As I crept back through the trees, I thought of what Luther said.
Maybe it’ll put you right where you need to be.
Maybe Lilia was here, or Adrianna. Maybe this was the way I got them all back, even if it meant saving the humans and the others, but being captured myself. Maybe that would get me close enough to the ones who had the answers. It was a slim chance, but I had no other plan to get to William, and if I couldn’t get William back, I wanted to be dead anyway. I tried to push that thought from my head. Tried to pretend I didn’t think it, not with a baby on the way. I was supposed to love her. I did love her, didn’t I? Somewhere in me, I knew I did. But right now I couldn’t feel it, and I was afraid it wouldn’t be enough when she was here.
Back at the meeting spot, Luther was nowhere to be seen. I stayed guarded. Loaded a dart. Looked around carefully for any sign of a threat.
I felt a gun to my back, a hand to my mouth, and I stiffened.
“Yer dead,” but the voice belonged to Luther. I swung around with a scowl.

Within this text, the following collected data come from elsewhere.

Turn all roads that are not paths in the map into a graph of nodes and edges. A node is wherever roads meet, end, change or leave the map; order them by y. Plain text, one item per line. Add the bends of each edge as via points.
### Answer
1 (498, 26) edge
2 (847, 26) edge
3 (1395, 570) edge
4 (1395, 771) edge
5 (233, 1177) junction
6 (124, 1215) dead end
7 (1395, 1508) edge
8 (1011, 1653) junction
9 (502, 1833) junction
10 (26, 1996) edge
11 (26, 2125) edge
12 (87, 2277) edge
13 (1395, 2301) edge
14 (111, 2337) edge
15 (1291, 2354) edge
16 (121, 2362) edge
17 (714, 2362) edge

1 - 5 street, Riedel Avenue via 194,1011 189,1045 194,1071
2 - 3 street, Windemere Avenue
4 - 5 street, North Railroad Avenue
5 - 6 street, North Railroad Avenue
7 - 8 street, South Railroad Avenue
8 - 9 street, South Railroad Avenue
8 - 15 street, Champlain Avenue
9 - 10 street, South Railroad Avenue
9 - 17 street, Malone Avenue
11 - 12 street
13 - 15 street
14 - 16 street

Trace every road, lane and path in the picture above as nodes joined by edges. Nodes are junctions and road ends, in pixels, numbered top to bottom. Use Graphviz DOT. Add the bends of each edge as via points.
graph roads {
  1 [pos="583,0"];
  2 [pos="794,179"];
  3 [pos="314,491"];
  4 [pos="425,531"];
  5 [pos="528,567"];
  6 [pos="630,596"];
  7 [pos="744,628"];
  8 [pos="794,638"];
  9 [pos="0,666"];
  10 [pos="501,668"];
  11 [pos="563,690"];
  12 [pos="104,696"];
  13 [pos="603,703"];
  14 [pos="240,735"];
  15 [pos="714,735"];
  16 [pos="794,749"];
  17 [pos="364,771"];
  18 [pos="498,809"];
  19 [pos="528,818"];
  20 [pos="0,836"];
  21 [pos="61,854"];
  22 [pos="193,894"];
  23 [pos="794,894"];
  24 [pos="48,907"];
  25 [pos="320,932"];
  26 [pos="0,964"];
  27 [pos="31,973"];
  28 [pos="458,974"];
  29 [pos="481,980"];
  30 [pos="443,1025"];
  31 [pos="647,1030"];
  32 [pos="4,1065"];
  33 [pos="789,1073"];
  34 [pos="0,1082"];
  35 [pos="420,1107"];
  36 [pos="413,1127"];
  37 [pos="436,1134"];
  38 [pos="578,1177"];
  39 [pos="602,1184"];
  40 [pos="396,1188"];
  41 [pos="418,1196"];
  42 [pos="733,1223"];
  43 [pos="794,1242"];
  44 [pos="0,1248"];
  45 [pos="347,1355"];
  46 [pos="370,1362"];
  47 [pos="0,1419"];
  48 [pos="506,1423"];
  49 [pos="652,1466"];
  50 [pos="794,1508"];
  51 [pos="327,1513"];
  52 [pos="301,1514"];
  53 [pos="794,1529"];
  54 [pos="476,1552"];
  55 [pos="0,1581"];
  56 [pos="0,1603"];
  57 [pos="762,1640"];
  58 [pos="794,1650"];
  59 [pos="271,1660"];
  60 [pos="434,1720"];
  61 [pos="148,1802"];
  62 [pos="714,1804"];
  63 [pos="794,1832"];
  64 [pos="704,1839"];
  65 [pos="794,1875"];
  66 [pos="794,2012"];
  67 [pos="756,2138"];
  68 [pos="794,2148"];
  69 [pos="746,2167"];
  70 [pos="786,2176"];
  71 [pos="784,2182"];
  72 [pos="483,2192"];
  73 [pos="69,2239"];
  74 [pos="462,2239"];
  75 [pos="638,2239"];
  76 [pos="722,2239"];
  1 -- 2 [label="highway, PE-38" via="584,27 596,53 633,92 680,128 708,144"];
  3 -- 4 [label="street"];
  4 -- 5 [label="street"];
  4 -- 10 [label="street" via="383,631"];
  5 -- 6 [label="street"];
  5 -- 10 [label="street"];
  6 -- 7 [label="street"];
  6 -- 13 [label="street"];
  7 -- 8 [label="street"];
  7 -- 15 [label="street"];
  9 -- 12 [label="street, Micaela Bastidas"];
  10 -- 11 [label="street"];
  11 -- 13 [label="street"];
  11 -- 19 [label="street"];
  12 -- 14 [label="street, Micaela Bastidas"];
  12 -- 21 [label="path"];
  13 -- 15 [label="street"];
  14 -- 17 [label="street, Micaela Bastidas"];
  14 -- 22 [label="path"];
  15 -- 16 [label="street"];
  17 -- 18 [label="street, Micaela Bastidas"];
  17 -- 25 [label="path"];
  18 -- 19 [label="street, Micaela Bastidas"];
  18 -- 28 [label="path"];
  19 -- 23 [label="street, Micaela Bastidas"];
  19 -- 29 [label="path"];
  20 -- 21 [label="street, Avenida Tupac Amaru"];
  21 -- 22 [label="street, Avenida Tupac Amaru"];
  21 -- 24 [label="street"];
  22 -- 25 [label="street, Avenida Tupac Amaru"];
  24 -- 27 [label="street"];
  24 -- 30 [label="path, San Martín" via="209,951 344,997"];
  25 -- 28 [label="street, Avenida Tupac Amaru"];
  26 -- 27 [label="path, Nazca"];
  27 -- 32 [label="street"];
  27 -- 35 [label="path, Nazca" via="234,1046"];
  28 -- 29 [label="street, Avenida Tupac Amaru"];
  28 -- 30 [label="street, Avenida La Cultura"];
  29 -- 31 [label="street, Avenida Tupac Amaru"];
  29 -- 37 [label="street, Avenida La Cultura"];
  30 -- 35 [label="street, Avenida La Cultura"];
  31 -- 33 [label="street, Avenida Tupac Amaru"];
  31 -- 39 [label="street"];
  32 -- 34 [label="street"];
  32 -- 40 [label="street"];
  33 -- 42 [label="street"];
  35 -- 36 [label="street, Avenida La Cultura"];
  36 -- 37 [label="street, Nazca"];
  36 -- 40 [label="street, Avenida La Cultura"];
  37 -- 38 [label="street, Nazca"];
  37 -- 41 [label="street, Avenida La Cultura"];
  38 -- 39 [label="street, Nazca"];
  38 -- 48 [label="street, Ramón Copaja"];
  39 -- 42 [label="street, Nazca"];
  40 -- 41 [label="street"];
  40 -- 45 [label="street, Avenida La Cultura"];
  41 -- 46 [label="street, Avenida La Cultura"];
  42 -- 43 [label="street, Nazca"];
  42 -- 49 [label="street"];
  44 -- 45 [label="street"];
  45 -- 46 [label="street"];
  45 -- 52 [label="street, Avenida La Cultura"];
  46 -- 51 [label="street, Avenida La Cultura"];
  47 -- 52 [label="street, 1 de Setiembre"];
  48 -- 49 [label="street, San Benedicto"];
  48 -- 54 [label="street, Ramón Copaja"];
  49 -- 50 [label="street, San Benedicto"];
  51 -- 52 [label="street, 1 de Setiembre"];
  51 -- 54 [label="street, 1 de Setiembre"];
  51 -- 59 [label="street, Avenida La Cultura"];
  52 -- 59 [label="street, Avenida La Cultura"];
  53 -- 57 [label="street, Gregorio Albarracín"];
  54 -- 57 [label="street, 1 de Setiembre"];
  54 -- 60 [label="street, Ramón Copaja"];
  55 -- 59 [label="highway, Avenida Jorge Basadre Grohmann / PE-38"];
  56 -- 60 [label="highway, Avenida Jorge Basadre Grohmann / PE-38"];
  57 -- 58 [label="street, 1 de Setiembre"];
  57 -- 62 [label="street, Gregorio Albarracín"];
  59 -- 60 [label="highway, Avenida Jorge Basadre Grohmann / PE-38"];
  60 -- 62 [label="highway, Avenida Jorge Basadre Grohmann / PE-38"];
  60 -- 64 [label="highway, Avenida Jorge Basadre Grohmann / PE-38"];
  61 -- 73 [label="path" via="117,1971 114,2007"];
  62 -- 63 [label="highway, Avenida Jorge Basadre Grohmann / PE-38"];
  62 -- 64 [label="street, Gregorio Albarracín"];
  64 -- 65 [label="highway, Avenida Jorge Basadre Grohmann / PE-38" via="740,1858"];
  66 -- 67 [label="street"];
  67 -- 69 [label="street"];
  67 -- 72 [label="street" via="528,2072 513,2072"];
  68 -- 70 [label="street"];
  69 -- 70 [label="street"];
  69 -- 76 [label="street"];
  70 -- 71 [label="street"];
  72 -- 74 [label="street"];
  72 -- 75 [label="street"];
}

“Keep them eyes and ears open,” he said as he tucked the gun into his pants. “You got to be smart ’round here.”
I nodded as he walked past me and crouched down to get another look at the building.
“Did ya kill ’im?”
“Yes.”
He nodded, but his eyes stayed locked ahead of him. “The two on the right is next. You get the one closest to us an’ I’ll do the one combin’ the outside.”
Again, I crept up from behind. I got close enough that I knew I’d make the shot. My target, a short muscular woman, paced back and forth. She was spinning a knife in the air over her open palm as she walked from one end of the building to the other. My eyes were the only part of me that moved. They followed her as I planned the shot. How far in front of her I’d have to aim, the slope of the hill I was on, what part of the body to target. I’d aim for her back. She’d be out before she had time to turn and throw her knife.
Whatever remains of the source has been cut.